Right out of the gate in round one, Belbita had Goldy hurt and hurt badly. Goldy looked to be on her way out until she landed a takedown to save herself from getting finished. I wish Goldy had made more of an effort to keep it on the ground. She had two minutes to work and Belbita can be beaten on the ground.
Goldy may not have locked in a submission but if she could have advanced, there might have been ground and pound opportunities available to her. She basically stood up on her own and Belbita went back to landing strikes to easily get the round. Had it not been for the takedown by Goldy, it might have been a 10-8 round.
In round two, it was just more of the same except Goldy wasn’t taking fight-ending damage.
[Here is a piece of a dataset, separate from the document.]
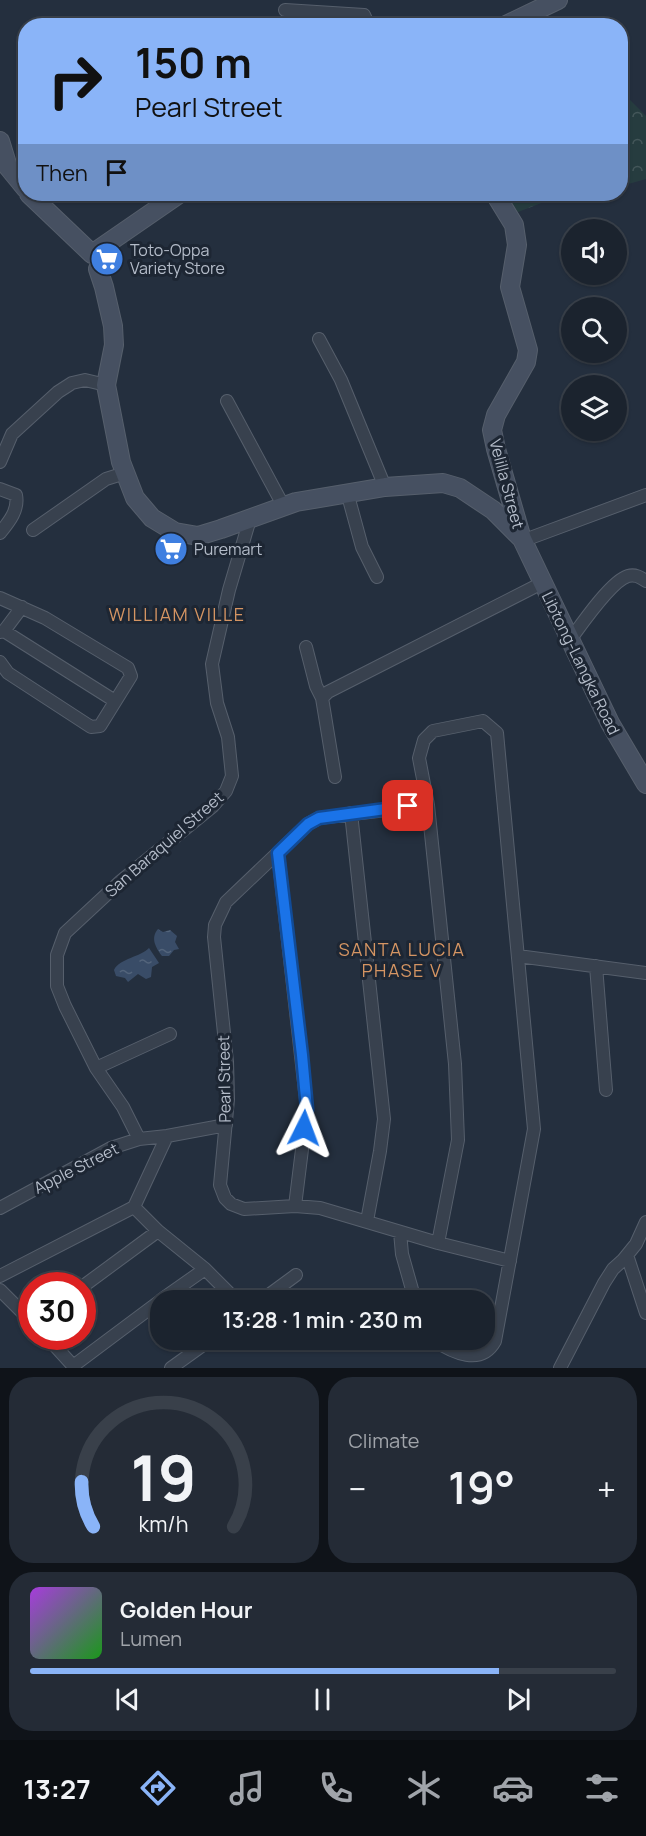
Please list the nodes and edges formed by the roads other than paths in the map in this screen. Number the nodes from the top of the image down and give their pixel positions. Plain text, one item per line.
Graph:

Goldy is tough and she was trying, she just couldn’t get around the reach of Belbita. Belbita knew it and used it well. You could just see in Belbita’s facial expression and movement. She knew she was in control and was having fun, while the look on Goldy’s face was one of frustration.
Round three was better for Goldy. She landed a couple of decent strikes and the stand-up was fairly even. Goldy did start making efforts to get it to the ground. She shot in at one point and Belbita smartly got an underhook immediately to stop the takedown. Goldy did get a late takedown and landed some good ground and pound to end the round. For me it was enough to win her the round at least, but only one judge agreed with my opinion. It was a really good performance by Belbita, by far her best since joining the UFC.
What is next for Belbita? I’d be ok with her facing the winner of this weekend’s bout between Cheyanne Buys and Gloria De Paula.